Charlie W. Ergen is no stranger to risky bets. The former professional blackjack player parlayed his early winnings into the second-largest U.S. satellite television service, Dish Network (DISH). Now the 58-year-old billionaire is making the biggest wager of his career. Ergen wants to transform Dish from a pay-TV provider to a wireless mobile video company that can take on both traditional cable rivals and online services such as Netflix (NFLX).

Dish has spent over $3 billion this year on three acquisitions of companies in bankruptcy—including the Blockbuster video chain—to combine video content and the valuable wireless spectrum that could be used to distribute programming to mobile devices like Apple’s iPad. Another Ergen-controlled company, set-top box maker EchoStar (SATS), spent $2 billion this past spring to buy satellite Internet service provider Hughes Communications. In September, Ergen rolled out a Blockbuster-branded movie-streaming service to Dish’s 14 million subscribers. His next addition could be Hulu, the online TV-service owned by News Corp. (NWSA), Walt Disney (DIS), and Comcast’s (CMCSA) NBC Universal. Dish has made a $1.9 billion offer for Hulu, outbidding rivals including Amazon (AMZN) and Yahoo! (YHOO), according to a person familiar with the bidding who was forbidden to speak on the record.

All this could allow Ergen to cobble together what every satellite operator covets: a viable broadband alternative to cable companies such as Time Warner Cable (TWC) or wireless giants like Verizon (VZ). “I don’t think we’re just a satellite TV company anymore,” says Joseph P. Clayton, who took over as Dish Chief Executive Officer in June so Ergen could focus on strategic vision as chairman. “Given the assets we’ve been accumulating, I don’t think it’s hard to see we’re moving in a different direction from simply pay-TV, which is a market that’s becoming increasingly saturated.”
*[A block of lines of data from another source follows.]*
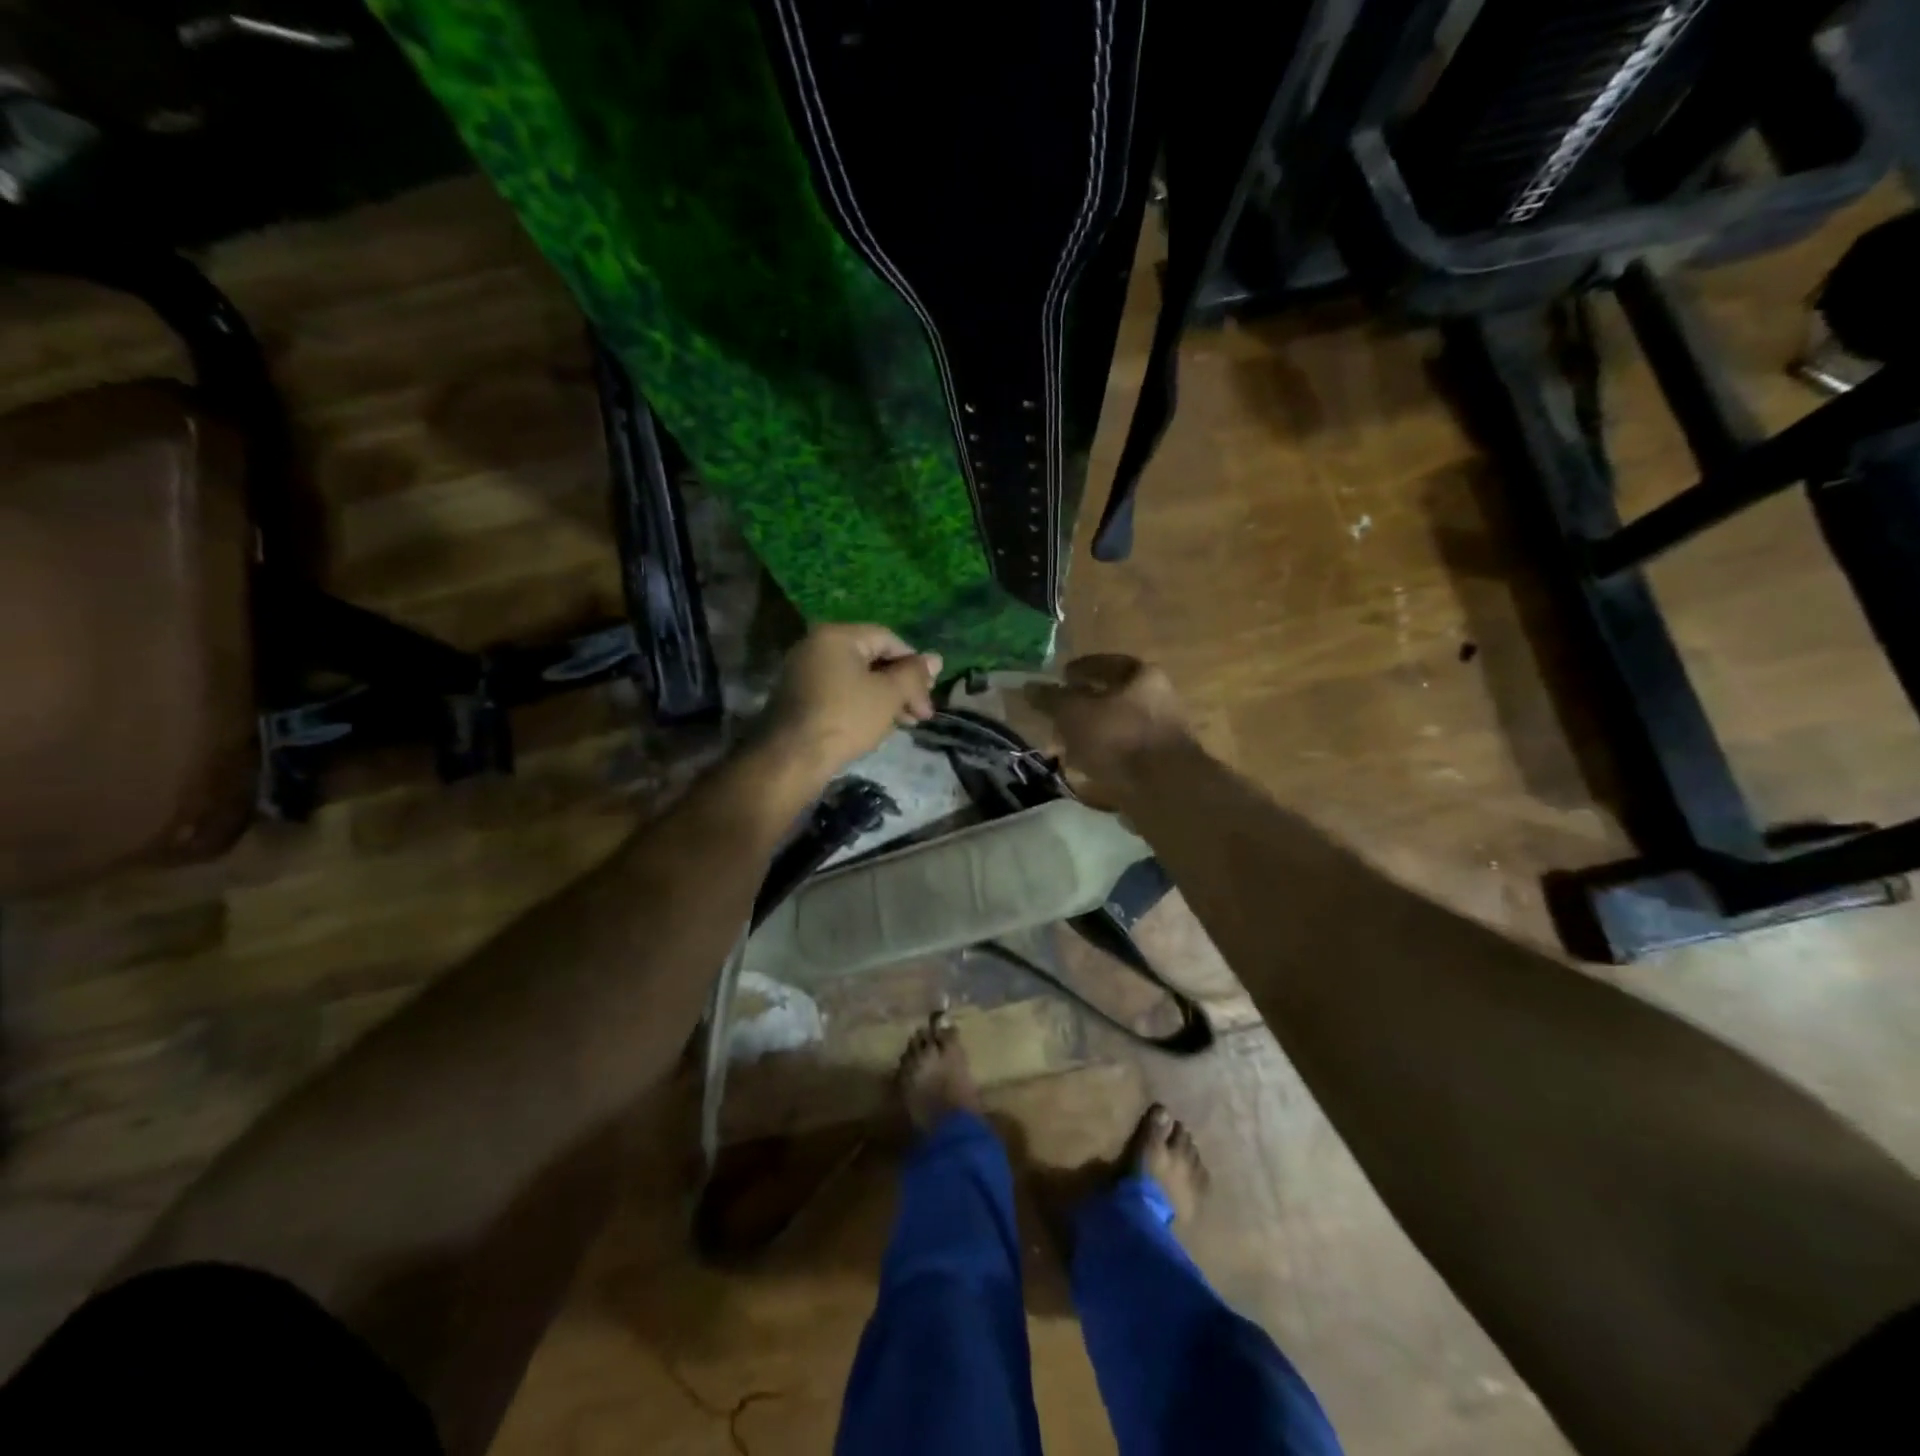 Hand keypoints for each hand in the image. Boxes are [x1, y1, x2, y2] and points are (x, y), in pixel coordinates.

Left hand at [761, 624, 942, 786]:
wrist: (793, 758)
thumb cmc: (846, 718)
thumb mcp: (888, 695)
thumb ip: (914, 675)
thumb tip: (936, 659)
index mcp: (837, 635)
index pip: (888, 639)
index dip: (914, 664)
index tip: (929, 693)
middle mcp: (817, 646)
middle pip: (872, 658)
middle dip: (902, 685)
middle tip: (922, 712)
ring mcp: (805, 672)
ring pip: (858, 678)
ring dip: (886, 698)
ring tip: (907, 723)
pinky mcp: (801, 698)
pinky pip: (841, 692)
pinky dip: (863, 705)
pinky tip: (880, 726)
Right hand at [1025, 654, 1192, 798]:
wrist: (1162, 789)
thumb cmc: (1117, 737)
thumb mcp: (1074, 713)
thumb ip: (1051, 699)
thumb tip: (1029, 686)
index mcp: (1143, 676)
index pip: (1106, 663)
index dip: (1080, 669)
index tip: (1060, 678)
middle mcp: (1160, 699)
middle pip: (1113, 698)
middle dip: (1083, 707)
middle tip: (1057, 716)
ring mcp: (1162, 734)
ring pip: (1117, 728)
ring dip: (1092, 735)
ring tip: (1065, 747)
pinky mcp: (1160, 765)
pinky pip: (1123, 754)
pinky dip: (1103, 757)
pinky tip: (1085, 769)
While Ergen’s pursuit of Hulu is ongoing, he’s been busily assembling the infrastructure to deliver movies and TV far beyond Dish subscribers. Satellite broadband has struggled to compete with speeds of cable and fiber networks because of the distance of satellites from earth. But Dish’s pending deals to acquire satellite broadband providers DBSD North America and TerreStar Networks—which both own wireless spectrum—could help Dish cobble together a hybrid terrestrial-satellite network that would let the company offer mobile Internet service bundled with TV.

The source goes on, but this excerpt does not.